Here’s an interesting supplier-buyer problem to think about. First, acknowledge that airline travel in the sense of schlepping a person from Point A to Point B is pretty much a commodity. Airlines could settle for offering a commodity or they could try to find a way to differentiate their offerings — or at least their offerings for those who are really willing to spend travel. That logic, reports Businessweek, has led to an arms race in offering ever spiffier business class seating (The Unbearable Heaviness of Business Class, Dec 15). See the graphic to the right.
That’s what gets us to supplier-buyer problem. Airframe manufacturers don’t necessarily care about upscale seats.
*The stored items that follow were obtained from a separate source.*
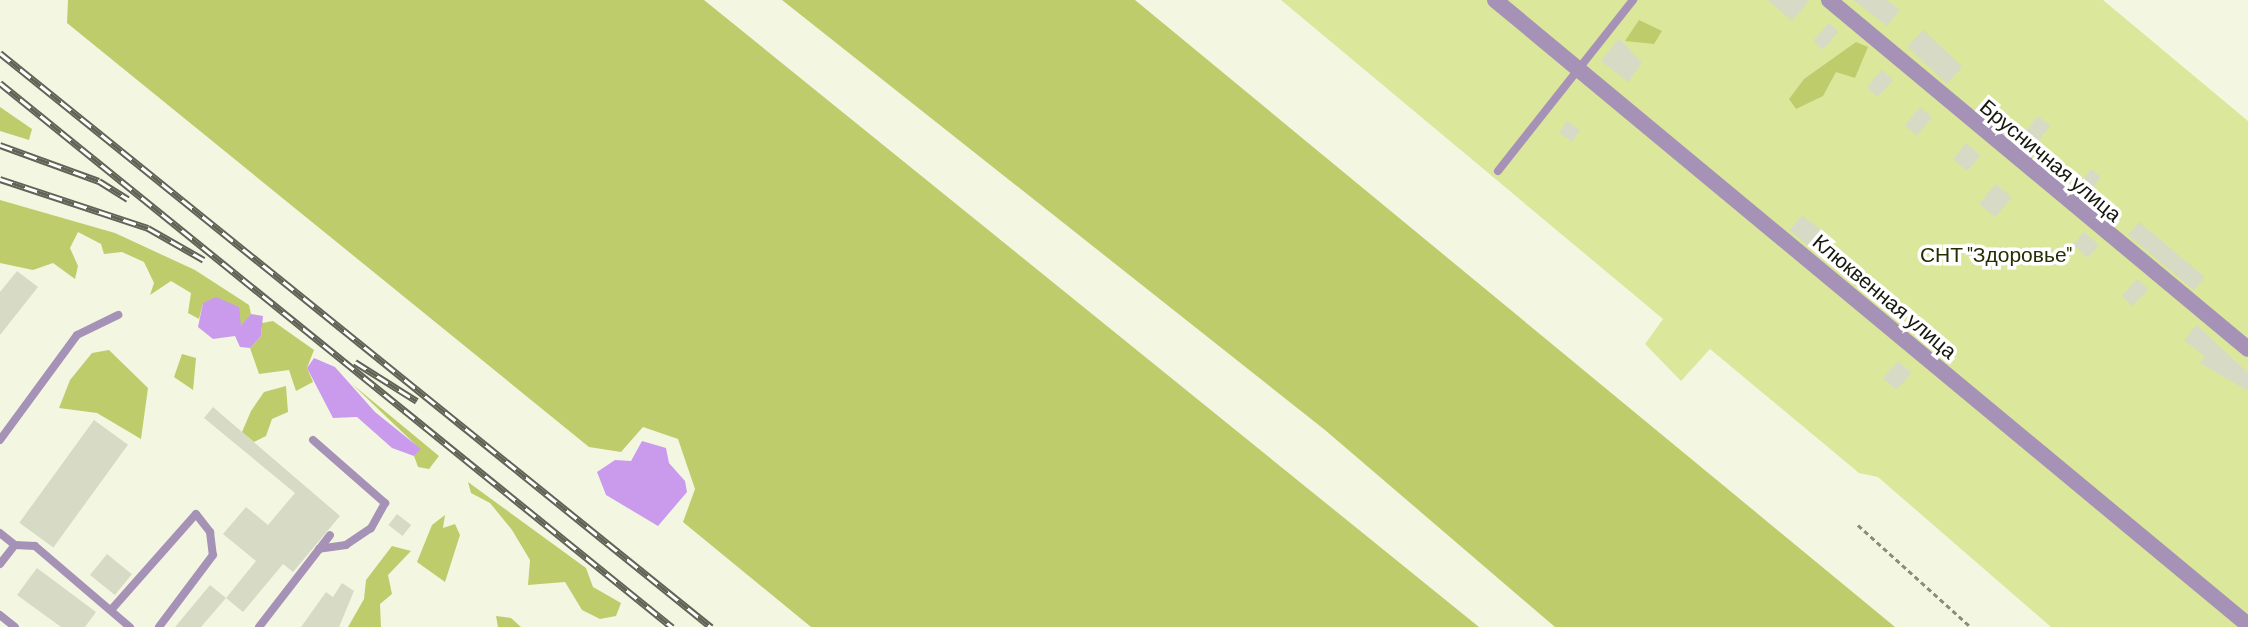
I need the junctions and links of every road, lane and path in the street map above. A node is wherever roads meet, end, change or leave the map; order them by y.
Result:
1 (1495, 0) edge
2 (1633, 0) edge
3 (1829, 0) edge
4 (1578, 69) junction
5 (1498, 171) dead end
6 (118, 315) dead end
7 (2248, 349) edge
8 (0, 440) edge
9 (313, 440) dead end
10 (1857, 524) dead end
11 (0, 533) edge
12 (330, 535) dead end
13 (15, 545) junction
14 (319, 549) junction
15 (0, 564) edge
16 (111, 610) junction
17 (0, 615) edge
18 (2248, 625) edge
19 (15, 627) edge
20 (130, 627) edge
21 (159, 627) edge
22 (259, 627) edge
23 (1971, 627) edge

1 - 4 street, Клюквенная улица
2 - 4 lane
3 - 7 street, Брусничная улица
4 - 5 lane
4 - 18 street, Клюквенная улица
6 - 8 lane
9 - 14 lane
10 - 23 path
11 - 13 lane
12 - 14 lane
13 - 15 lane
13 - 16 lane
14 - 22 lane
16 - 20 lane
16 - 21 lane
17 - 19 lane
Indeed, for them, those seats are a pain in the butt.
International airlines are locked in a technology-led competition to provide the best business class seats and win the largest share of big-spending corporate travelers. But those same gizmo-packed chaises are proving a headache for Airbus and Boeing (BA). The aircraft manufacturers are more concerned with shedding excess weight and simplifying production than pampering fliers. And they say the trend toward ever-more-lavish pleasure domes is both threatening their production schedules and stealing from hard-won gains in fuel efficiency.
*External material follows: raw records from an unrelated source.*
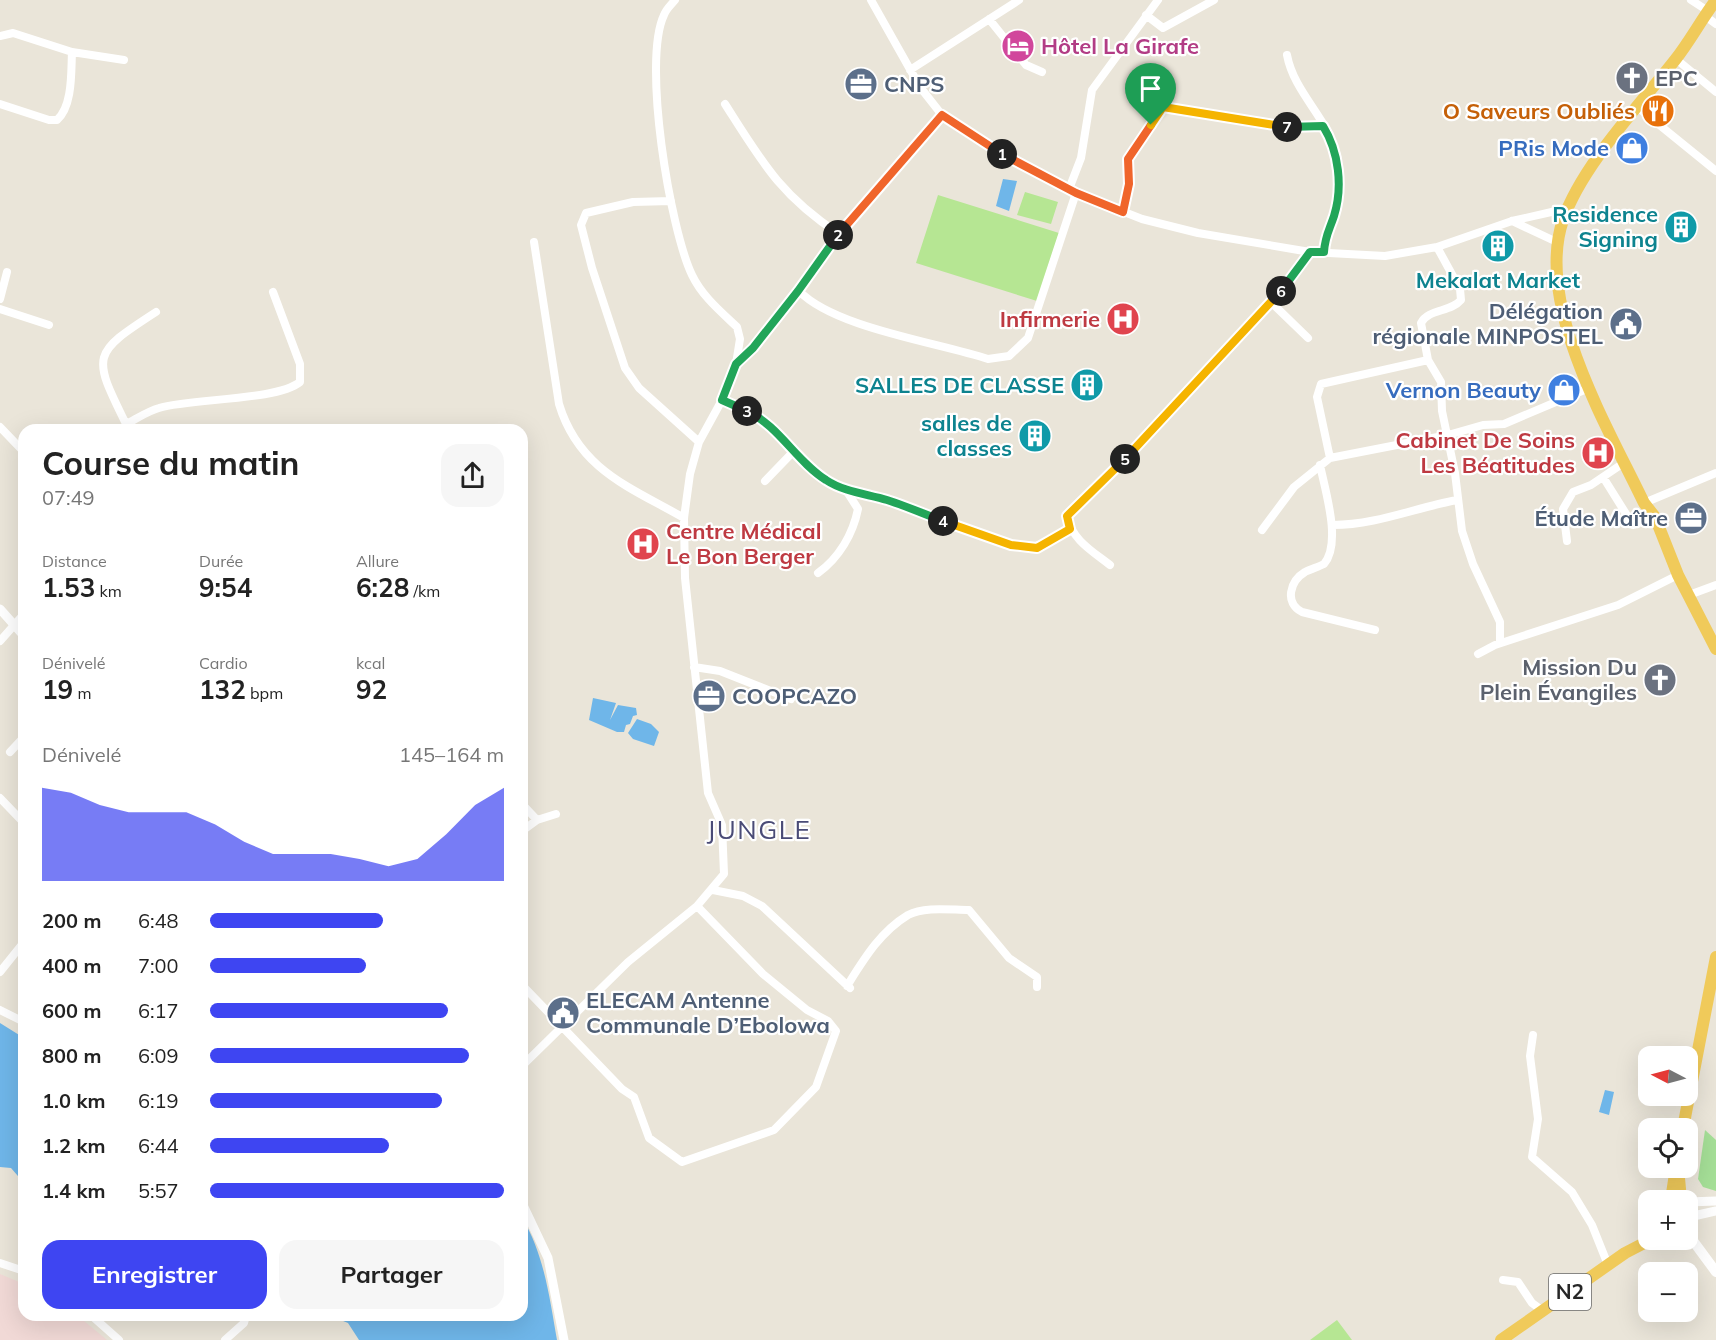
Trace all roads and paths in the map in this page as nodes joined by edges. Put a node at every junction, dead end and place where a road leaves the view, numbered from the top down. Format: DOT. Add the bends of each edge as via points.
graph roads {
  1 [pos="675,0"];
  2 [pos="1019,0"];
  3 [pos="1158,0"];
  4 [pos="1214,0"];
  5 [pos="1691,0"];
  6 [pos="875,1"];
  7 [pos="1710,9"];
  8 [pos="1146,15"];
  9 [pos="989,19"];
  10 [pos="1716,24"];
  11 [pos="0,36"];
  12 [pos="72,52"];
  13 [pos="1287,56"];
  14 [pos="1676,59"];
  15 [pos="124,60"];
  16 [pos="910,70"];
  17 [pos="1042,72"];
  18 [pos="1716,92"];
  19 [pos="0,104"];
  20 [pos="725,104"];
  21 [pos="1636,106"];
  22 [pos="942,115"];
  23 [pos="1323,126"];
  24 [pos="1716,171"];
  25 [pos="1072,191"];
  26 [pos="671,201"];
  27 [pos="1569,208"];
  28 [pos="1123,212"];
  29 [pos="1512,221"];
  30 [pos="839,234"];
  31 [pos="534,242"];
  32 [pos="1558,243"];
  33 [pos="1437,247"];
  34 [pos="1310,252"];
  35 [pos="1324,252"];
  36 [pos="7,272"];
  37 [pos="798,291"];
  38 [pos="273,292"];
  39 [pos="0,299"];
  40 [pos="1272,303"];
  41 [pos="0,309"];
  42 [pos="156,312"];
  43 [pos="48,325"];
  44 [pos="1308,338"];
  45 [pos="1428,360"];
  46 [pos="736,364"];
  47 [pos="1589,388"];
  48 [pos="722,400"];
  49 [pos="123,424"];
  50 [pos="130,424"];
  51 [pos="0,427"];
  52 [pos="1448,435"];
  53 [pos="699,442"];
  54 [pos="18,446"];
  55 [pos="793,452"];
  56 [pos="1330,458"];
  57 [pos="1625,462"];
  58 [pos="1320,465"];
  59 [pos="1716,473"];
  60 [pos="1603,477"];
  61 [pos="765,482"];
  62 [pos="845,490"];
  63 [pos="1457,500"];
  64 [pos="1644,503"];
  65 [pos="1655,517"];
  66 [pos="684,518"];
  67 [pos="1333,525"];
  68 [pos="1070,529"];
  69 [pos="1262,530"];
  70 [pos="1568,541"];
  71 [pos="1110,564"];
  72 [pos="818,573"];
  73 [pos="1678,575"];
  74 [pos="1716,585"];
  75 [pos="1689,595"];
  76 [pos="0,609"];
  77 [pos="18,622"];
  78 [pos="15,625"];
  79 [pos="18,629"];
  80 [pos="1375,630"];
  81 [pos="0,641"];
  82 [pos="1500,643"];
  83 [pos="1716,649"];
  84 [pos="1478,654"];
  85 [pos="694,667"];
  86 [pos="791,699"];
  87 [pos="18,743"];
  88 [pos="10,752"];
  89 [pos="0,798"];
  90 [pos="528,810"];
  91 [pos="556,814"];
  92 [pos="18,818"];
  93 [pos="537,820"];
  94 [pos="528,827"];
  95 [pos="713,890"];
  96 [pos="697,906"];
  97 [pos="18,950"];
  98 [pos="1716,957"];
  99 [pos="0,972"];
  100 [pos="1714,979"];
  101 [pos="1038,987"];
  102 [pos="528,991"];
  103 [pos="0,1010"];
  104 [pos="18,1019"];
  105 [pos="563,1028"];
  106 [pos="1533,1035"];
  107 [pos="528,1060"];
  108 [pos="1685,1118"];
  109 [pos="1716,1201"];
  110 [pos="1698,1208"];
  111 [pos="1716,1211"];
  112 [pos="1698,1212"];
  113 [pos="528,1216"];
  114 [pos="1698,1238"];
  115 [pos="1638,1246"];
  116 [pos="1698,1247"];
  117 [pos="1705,1257"];
  118 [pos="0,1263"];
  119 [pos="1608,1265"];
  120 [pos="18,1269"];
  121 [pos="1716,1272"];
  122 [pos="1503,1280"];
  123 [pos="1543,1311"];
  124 [pos="98,1321"];
  125 [pos="245,1321"];
  126 [pos="119,1340"];
  127 [pos="225,1340"];
  128 [pos="564,1340"];
  129 [pos="1501,1340"];
  1 -- 26 [label="street" via="664,13 660,28 655,101"];
  2 -- 9 [label="street"];
  3 -- 8 [label="street"];
  4 -- 8 [label="street" via="1163,28"];
  5 -- 7 [label="street"];
  6 -- 16 [label="street"];
  7 -- 10 [label="street"];
  7 -- 14 [label="highway"];
  8 -- 25 [label="street" via="1092,90"];
  9 -- 16 [label="street"];
  9 -- 17 [label="street" via="1026,65"];
  11 -- 12 [label="street" via="13,33"];
  12 -- 15 [label="street"];
  12 -- 19 [label="street" via="63,115 57,120"];
  13 -- 23 [label="street" via="1292,76"];
  14 -- 18 [label="street"];
  14 -- 21 [label="highway"];
  16 -- 22 [label="street"];
  20 -- 30 [label="street" via="776,182 798,205"];
  21 -- 24 [label="street"];
  21 -- 27 [label="highway"];
  22 -- 25 [label="street" via="1008,158"];
  22 -- 30 [label="street"];
  23 -- 28 [label="street" via="1286,127 1161,107 1128,159 1129,184"];
  23 -- 35 [label="street" via="1333,142 1338,164 1334,216 1326,231"];
  25 -- 28 [label="street"];
  25 -- 37 [label="street" via="1030,332 1022,346 1009,356 988,359 839,317 810,303"];
  26 -- 46 [label="street" via="692,275 702,292 737,327"];
  26 -- 53 [label="street" via="633,202 586,213 581,225 625,368 639,388"];
  27 -- 29 [label="street"];
  27 -- 32 [label="highway"];
  28 -- 34 [label="street" via="1170,227"];
  29 -- 32 [label="street"];
  29 -- 33 [label="street"];
  30 -- 37 [label="street"];
  31 -- 66 [label="street" via="559,404 566,425 585,453 630,491"];
  32 -- 47 [label="highway" via="1560,301"];
  33 -- 35 [label="street" via="1385,256"];
  33 -- 45 [label="street" via="1462,295 1456,306 1422,319"];
  34 -- 35 [label="street"];
  34 -- 40 [label="street"];
  36 -- 39 [label="street"];
  37 -- 46 [label="street"];
  38 -- 50 [label="street" via="300,364 300,382 270,392 159,408"];
  40 -- 44 [label="street"];
  40 -- 68 [label="street" via="1067,516"];
  41 -- 43 [label="street"];
  42 -- 49 [label="street" via="116,338 101,359 105,383"];
  45 -- 52 [label="street" via="1441,382"];
  45 -- 56 [label="street" via="1321,384 1317,397"];
  46 -- 48 [label="street"];
  47 -- 52 [label="street" via="1513,420"];
  47 -- 57 [label="highway"];
  48 -- 53 [label="street"];
  48 -- 55 [label="street" via="752,413"];
  51 -- 54 [label="street"];
  52 -- 56 [label="street"];
  52 -- 63 [label="street"];
  53 -- 66 [label="street"];
  55 -- 61 [label="street"];
  55 -- 62 [label="street" via="826,481"];
  56 -- 58 [label="street"];
  57 -- 60 [label="street"];
  57 -- 64 [label="highway"];
  58 -- 67 [label="street"];
  58 -- 69 [label="street" via="1294,487"];
  59 -- 64 [label="street"];
  60 -- 65 [label="street" via="1633,525"];
  60 -- 70 [label="street" via="1573,492 1563,509"];
  62 -- 68 [label="street" via="887,500 1011,545 1037,548"];
  62 -- 72 [label="street" via="858,509 855,523 832,563"];
  63 -- 67 [label="street" via="1360,525"];
  63 -- 82 [label="street" via="1473,564 1500,622"];
  64 -- 65 [label="highway"];
  65 -- 73 [label="highway"];
  66 -- 85 [label="street" via="685,578"];
  67 -- 80 [label="street" via="1327,561 1296,580 1290,591 1291,602 1302,612"];
  68 -- 71 [label="street"];
  73 -- 75 [label="highway"];
  73 -- 82 [label="street" via="1618,605"];
  74 -- 75 [label="street"];
  75 -- 83 [label="highway"];
  76 -- 78 [label="street"];
  77 -- 78 [label="street"];
  78 -- 79 [label="street"];
  78 -- 81 [label="street"];
  82 -- 84 [label="street"];
  85 -- 86 [label="street" via="720,671"];
  85 -- 95 [label="street" via="708,793 722,825 725,858 724,874"];
  87 -- 88 [label="street"];
  89 -- 92 [label="street"];
  90 -- 93 [label="street"];
  91 -- 93 [label="street"];
  93 -- 94 [label="street"];
  95 -- 96 [label="street"];
  95 -- 101 [label="street" via="743,896 762,906 849,987 873,944 909,915 932,910 969,910 1009,958 1037,977"];
  96 -- 105 [label="street" via="628,962"];
  96 -- 105 [label="street" via="763,974 836,1031 816,1087 774,1131 682,1162 649,1138 634,1096 622,1089"];
  97 -- 99 [label="street"];
  98 -- 100 [label="highway"];
  100 -- 108 [label="highway"];
  102 -- 105 [label="street"];
  103 -- 104 [label="street"];
  105 -- 107 [label="street"];
  106 -- 119 [label="street" via="1530,1056 1538,1119 1532,1157 1572,1192 1592,1225"];
  109 -- 110 [label="street"];
  111 -- 112 [label="street"];
  113 -- 128 [label="street" via="548,1258"];
  114 -- 117 [label="main road"];
  115 -- 119 [label="highway, N2"];
  116 -- 117 [label="main road"];
  117 -- 121 [label="main road"];
  118 -- 120 [label="street"];
  119 -- 123 [label="highway, N2"];
  122 -- 123 [label="street" via="1518,1282 1532,1303"];
  123 -- 129 [label="highway, N2"];
  124 -- 126 [label="street"];
  125 -- 127 [label="street"];
}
“Seatmakers and airlines have gone overboard with bells and whistles,” says John Leahy, Airbus’s chief operating officer. “It costs a small fortune to take 100 kilos out of an airplane [design], and then they throw it all back on with gizmos and little motors and things.”
A single business class berth crammed full of entertainment systems and the electronics needed to morph into a bed can weigh 300 pounds, three times its coach class counterpart, and typically costs $80,000 to $100,000. Yet airlines aren’t about to switch gears after years of placing the once-lowly seat at the center of their premium class strategies, says Peter Cooke, design manager at British Airways, whose current business seat is 25¼ inches wide, 5¼ inches wider than its first flat bed.
A complication here is that airplane seats have typically been sourced separately from the jets themselves. Boeing and Airbus thus have had little control over what their customers do. They have responded to the increasing size and complexity of seats by clamping down on what customers can do.
Planemakers also are trying to rein in buyers who go overboard on seat accoutrements. Unlike, say, cockpits or landing gear, seats traditionally were not included as part of a plane’s purchase price. Instead, airlines contracted with independent manufacturers to produce them. That meant the difficulty of building or time spent installing customized seats often wasn’t fully considered. On its new 787 Dreamliner, Boeing largely scrapped that process. Instead, it chose seat manufacturers and seat models on its own to assemble a catalog, offering airlines six choices for economy and three for business seats, with limited flexibility on such things as colors, fabrics, and features.
Airbus, too, sought to limit choice on its A350, but with more latitude. “We basically have a contract in place with suppliers that specifies the interface these guys need to comply with—the target weight, performance, reliability, manufacturing capability, engineering, all the requirements we want them to meet. And then commercially, we have a catalog price,” explains François Caudron, vice-president of A350 customer and business development. Demanding customers can still negotiate directly with Airbus’s suppliers for seats with greater sophistication—at extra cost.
This is an interesting problem. Airplanes are such complicated pieces of machinery and the emphasis on fuel efficiency and therefore weight means that everything interacts. At some level, limiting seat choice benefits airlines since it simplifies negotiations and guarantees a particular level of performance. That is, limited seating configurations mean that Boeing should be able to guarantee a weight and fuel-efficiency when an order is placed.
However, the airlines want a unique business class experience AND Boeing and Airbus fight over any sizable order. Consequently, the airframe makers have to blink at some point. While the manufacturers might value the simplicity of fewer options, they are likely to concede to their customers’ demands eventually.